Applying the Protective Mn–Co–La2O3 Coating on Crofer 22 APU Ferritic Stainless Steel Used as Solid Oxide Fuel Cell Interconnects

This research studies the effect of Mn–Co–La2O3 coating synthesized by the electrodeposition method on the oxidation resistance and electrical conductivity of the Crofer 22 APU stainless steel interconnect plates in solid oxide fuel cells. The test samples were characterized by a field emission scanning electron microscope (FESEM) equipped with energy dispersive spectroscopy (EDS), X-ray diffraction (XRD), and X-ray photoelectron spectroscopy (XPS). The oxidation kinetics of the coated and uncoated samples were studied by tracking their weight changes over time at 800 °C, showing that the oxidation mechanism for all samples follows the parabolic law.
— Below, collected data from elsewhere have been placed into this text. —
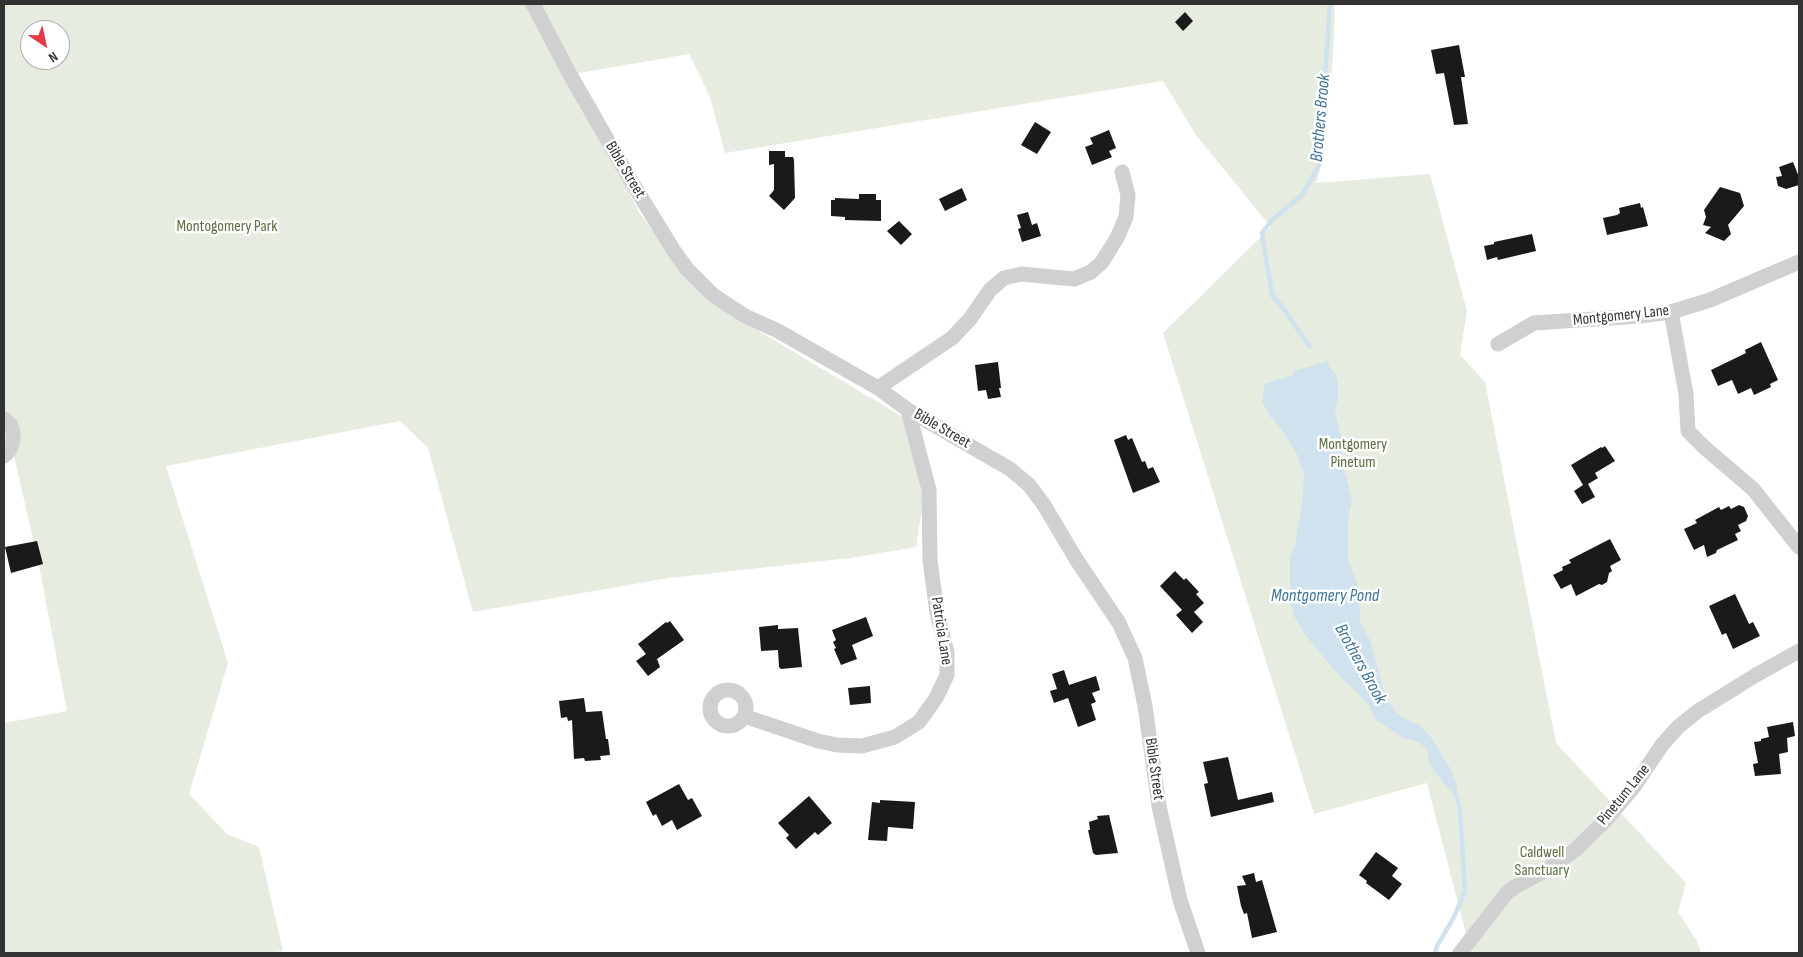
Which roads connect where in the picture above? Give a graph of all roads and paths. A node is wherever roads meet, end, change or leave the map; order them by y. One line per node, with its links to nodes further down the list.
1 (533, 4): 6 (street, Bible Street)
2 (1122, 172): 6 (street)
3 (1799, 262): 4 (street, Montgomery Lane)
4 (1671, 312): 5 (street, Montgomery Lane); 10 (street)
5 (1498, 344)
6 (878, 388): 7 (street, Bible Street)
7 (908, 410): 12 (street, Patricia Lane); 13 (street, Bible Street)
8 (4, 419): 9 (street)
9 (4, 456)
10 (1799, 547)
11 (1799, 651): 14 (street, Pinetum Lane)
12 (744, 716)
13 (1198, 953)
14 (1460, 953)

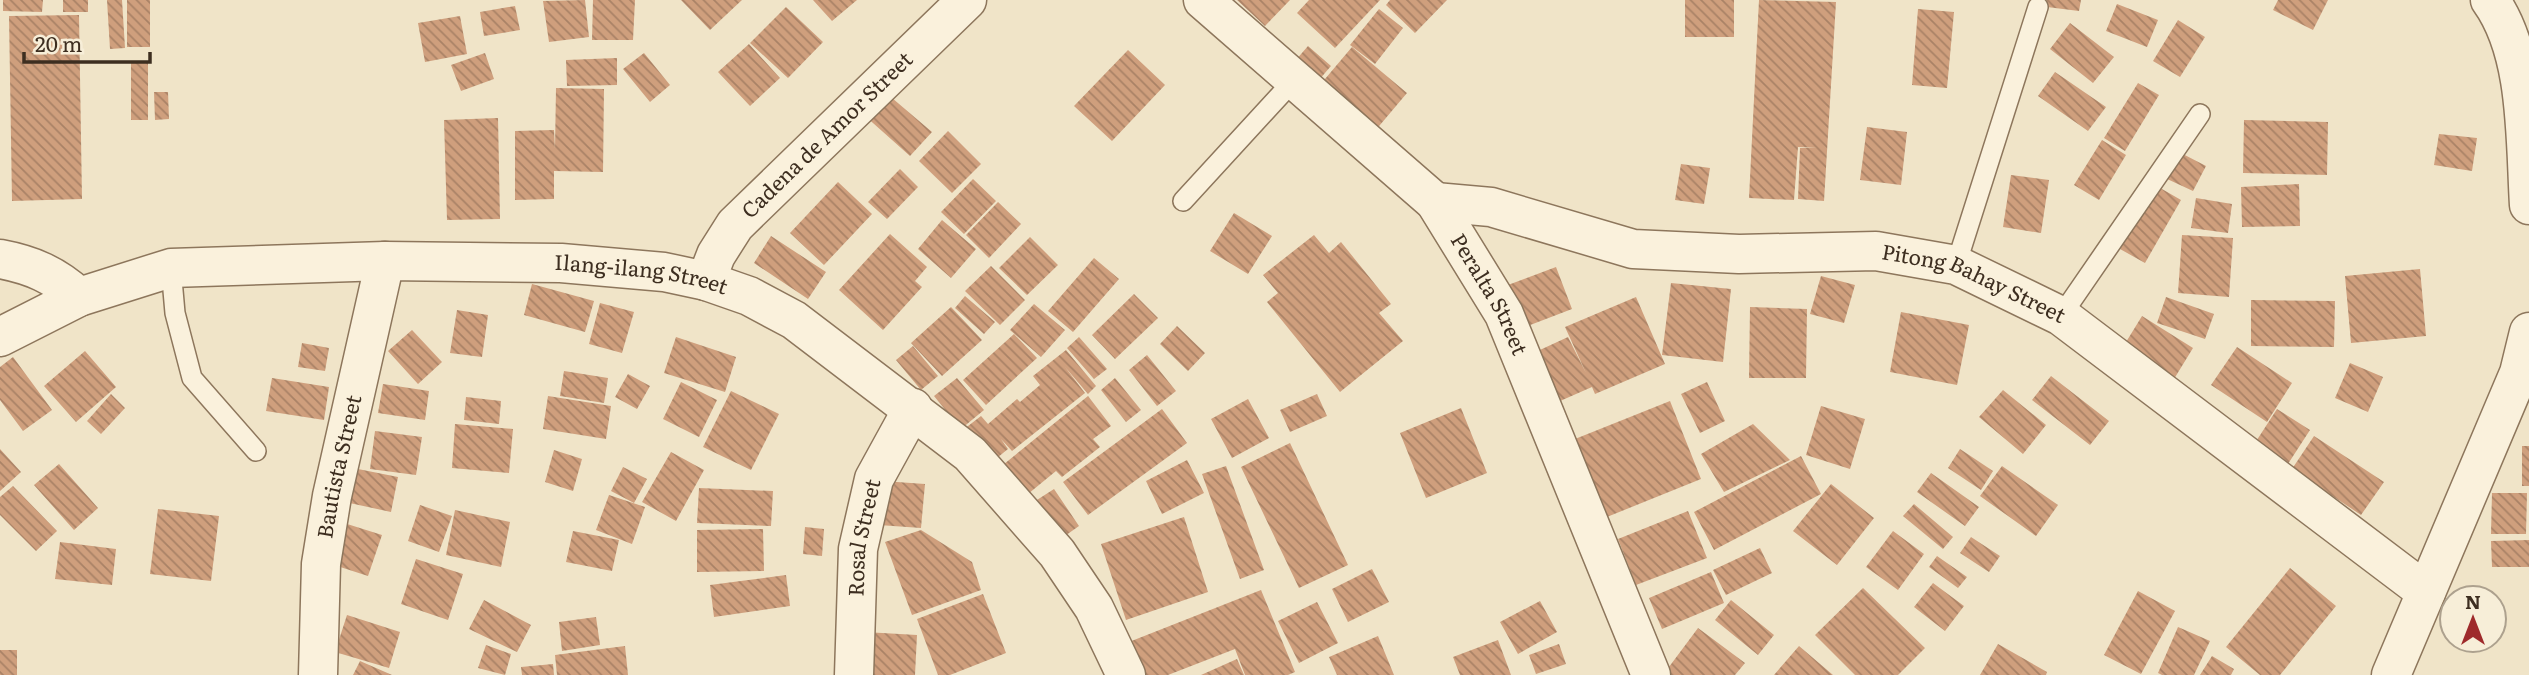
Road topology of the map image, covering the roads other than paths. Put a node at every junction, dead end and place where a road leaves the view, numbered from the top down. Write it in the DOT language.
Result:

Lower oxidation rate constant (kp) values of the coated sample compared with that of the uncoated one indicated a reduction in the oxidation rate of the steel substrate in the presence of the Mn–Co–La2O3 coating. The examination of the cross-section of different samples after the isothermal oxidation for 500 h at 800 °C exhibited that applying the composite coating leads to a decrease in the thickness of the chromia layer formed on the steel surface. Furthermore, under these conditions, the area-specific resistance (ASR) of the coated sample (13.11 mΩ cm2) is significantly lower than that of the uncoated one (41.45 mΩ cm2).